Untouchable: The Strange Life and Tragic Death of Michael Jackson
- Author: Randall Sullivan
- Language: English
- Subject: Biography
- Publisher: Grove press UK
- Publication date: 2012
- Pages: 800

= Untouchable: The Strange Life and Tragic Death of Michael Jackson =

2012 biography by Randall Sullivan

Untouchable: The Strange Life and Tragic Death of Michael Jackson is a 2012 biographical book written by Randall Sullivan. The book talks about the life and death of American entertainer Michael Jackson.
==Reception==
The book was met with some controversy, Sullivan argued that Jackson was not a "child molester" and rather, that he was "pre-sexual" having never engaged in sexual intercourse at all. The book also detailed much of Jackson's drug abuse in his later years, money trouble, and "spending habits"—which upset many of Jackson's diehard fans. Some fans started an online campaign against the book's sale on Amazon.
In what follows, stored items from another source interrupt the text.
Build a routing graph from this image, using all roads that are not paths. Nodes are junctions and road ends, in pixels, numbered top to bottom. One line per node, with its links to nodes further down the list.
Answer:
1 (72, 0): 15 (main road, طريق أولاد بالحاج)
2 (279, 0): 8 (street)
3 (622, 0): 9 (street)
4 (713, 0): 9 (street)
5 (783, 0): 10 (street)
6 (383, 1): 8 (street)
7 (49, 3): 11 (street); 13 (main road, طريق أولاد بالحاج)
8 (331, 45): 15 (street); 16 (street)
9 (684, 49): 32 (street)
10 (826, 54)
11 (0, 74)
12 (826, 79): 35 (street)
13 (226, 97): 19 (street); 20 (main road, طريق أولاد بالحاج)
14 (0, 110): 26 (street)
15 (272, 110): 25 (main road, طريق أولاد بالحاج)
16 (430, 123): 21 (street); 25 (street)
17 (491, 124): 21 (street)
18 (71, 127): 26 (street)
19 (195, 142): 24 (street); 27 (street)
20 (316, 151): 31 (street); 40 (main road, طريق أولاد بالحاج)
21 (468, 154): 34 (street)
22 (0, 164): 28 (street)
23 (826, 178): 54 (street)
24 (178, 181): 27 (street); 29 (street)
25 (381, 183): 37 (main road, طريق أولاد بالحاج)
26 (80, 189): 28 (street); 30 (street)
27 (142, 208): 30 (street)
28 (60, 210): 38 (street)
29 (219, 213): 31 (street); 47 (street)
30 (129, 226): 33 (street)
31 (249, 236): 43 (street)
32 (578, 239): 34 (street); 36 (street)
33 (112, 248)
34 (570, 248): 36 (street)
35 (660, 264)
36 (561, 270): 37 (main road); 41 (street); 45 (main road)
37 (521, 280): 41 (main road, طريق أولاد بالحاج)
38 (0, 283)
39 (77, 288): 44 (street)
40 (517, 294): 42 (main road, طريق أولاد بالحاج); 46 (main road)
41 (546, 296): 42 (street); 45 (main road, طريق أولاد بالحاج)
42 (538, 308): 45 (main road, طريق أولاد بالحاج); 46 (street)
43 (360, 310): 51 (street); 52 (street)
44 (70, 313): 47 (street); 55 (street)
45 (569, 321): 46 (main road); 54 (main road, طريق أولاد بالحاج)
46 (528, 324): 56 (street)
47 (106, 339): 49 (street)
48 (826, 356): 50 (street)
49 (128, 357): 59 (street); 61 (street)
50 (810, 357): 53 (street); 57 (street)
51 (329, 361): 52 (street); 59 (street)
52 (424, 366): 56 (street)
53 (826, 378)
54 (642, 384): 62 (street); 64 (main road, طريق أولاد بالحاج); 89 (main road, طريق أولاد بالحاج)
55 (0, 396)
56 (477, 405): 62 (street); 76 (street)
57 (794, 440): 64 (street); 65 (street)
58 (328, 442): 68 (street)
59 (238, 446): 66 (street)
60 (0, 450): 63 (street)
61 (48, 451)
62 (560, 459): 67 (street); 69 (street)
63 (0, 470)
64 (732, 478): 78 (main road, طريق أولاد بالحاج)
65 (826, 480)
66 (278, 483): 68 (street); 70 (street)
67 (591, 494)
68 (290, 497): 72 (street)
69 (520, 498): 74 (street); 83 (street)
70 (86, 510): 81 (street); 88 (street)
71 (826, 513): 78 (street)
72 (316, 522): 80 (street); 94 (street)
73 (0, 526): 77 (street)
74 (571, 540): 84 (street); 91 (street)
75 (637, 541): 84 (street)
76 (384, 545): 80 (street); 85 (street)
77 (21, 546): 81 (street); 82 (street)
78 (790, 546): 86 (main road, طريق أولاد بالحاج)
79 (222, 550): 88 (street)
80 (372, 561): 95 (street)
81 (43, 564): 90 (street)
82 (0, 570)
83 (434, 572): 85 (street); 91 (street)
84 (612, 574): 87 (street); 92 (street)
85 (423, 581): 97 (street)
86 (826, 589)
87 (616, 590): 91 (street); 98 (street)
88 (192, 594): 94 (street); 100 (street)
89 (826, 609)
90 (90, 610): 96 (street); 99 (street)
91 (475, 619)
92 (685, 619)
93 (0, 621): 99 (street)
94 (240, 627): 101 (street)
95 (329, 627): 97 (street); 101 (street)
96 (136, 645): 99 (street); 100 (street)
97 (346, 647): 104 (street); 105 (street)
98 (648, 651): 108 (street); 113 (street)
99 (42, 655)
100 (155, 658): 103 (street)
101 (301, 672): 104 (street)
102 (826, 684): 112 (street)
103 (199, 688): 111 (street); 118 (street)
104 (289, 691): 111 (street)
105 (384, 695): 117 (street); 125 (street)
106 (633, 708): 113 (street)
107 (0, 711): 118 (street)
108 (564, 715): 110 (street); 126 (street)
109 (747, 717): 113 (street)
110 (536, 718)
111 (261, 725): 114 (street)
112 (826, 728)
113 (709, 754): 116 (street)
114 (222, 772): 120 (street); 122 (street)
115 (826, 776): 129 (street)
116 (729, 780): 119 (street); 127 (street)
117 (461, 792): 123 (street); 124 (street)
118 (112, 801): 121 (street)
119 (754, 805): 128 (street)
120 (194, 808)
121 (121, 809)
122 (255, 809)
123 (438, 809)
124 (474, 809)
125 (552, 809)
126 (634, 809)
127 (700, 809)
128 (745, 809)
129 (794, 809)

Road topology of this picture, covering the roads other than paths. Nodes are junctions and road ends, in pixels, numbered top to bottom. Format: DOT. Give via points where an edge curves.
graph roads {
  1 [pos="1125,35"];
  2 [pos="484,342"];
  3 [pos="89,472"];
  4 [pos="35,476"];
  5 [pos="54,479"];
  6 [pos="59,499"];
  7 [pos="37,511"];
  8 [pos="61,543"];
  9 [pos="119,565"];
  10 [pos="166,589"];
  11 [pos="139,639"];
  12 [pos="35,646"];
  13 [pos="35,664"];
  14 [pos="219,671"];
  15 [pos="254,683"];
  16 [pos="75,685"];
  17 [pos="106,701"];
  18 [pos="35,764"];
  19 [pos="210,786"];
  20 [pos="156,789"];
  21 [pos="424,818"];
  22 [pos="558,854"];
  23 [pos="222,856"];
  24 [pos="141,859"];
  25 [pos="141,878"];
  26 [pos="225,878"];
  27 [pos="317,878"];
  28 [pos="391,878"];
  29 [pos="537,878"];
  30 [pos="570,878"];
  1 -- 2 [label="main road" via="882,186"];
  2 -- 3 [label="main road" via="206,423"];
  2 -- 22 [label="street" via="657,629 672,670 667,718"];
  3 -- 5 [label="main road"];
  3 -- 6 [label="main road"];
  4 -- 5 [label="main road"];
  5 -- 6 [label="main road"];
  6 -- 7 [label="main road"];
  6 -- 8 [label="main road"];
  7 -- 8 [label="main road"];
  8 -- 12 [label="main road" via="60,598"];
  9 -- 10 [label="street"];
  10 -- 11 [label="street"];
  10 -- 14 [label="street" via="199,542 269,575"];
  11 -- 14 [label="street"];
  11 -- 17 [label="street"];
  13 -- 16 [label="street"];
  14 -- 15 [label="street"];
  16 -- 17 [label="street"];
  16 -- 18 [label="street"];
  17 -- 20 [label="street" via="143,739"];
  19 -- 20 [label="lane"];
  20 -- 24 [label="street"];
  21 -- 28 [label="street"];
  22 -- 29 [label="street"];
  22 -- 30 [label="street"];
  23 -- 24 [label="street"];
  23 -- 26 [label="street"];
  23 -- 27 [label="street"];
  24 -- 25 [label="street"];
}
Guardian columnist Deborah Orr points out: many of Jackson's more fanatic followers tend to criticize any negative press about Jackson's life, regardless of evidence or argument. Others called into question Sullivan's source material, and though Sullivan "does an adequate job of chronicling Jackson’s over-the-top fame," he relies on too few verifiable sources to draw his conclusions. Nonetheless, Jackson's longtime attorney, Tom Mesereau, who was also one of Sullivan's main sources for his research on Jackson, came to Sullivan's defense and praised the book for its insight and accuracy. Still, others praised the book; for example, there was "a glowing recommendation from broadcaster and journalist Danny Baker" who called it the "best" book about Jackson; and The New Yorker praised the book's in-depth research, viz., for bringing to light the "financial profligacy and wrongheadedness" of Jackson's life and business choices.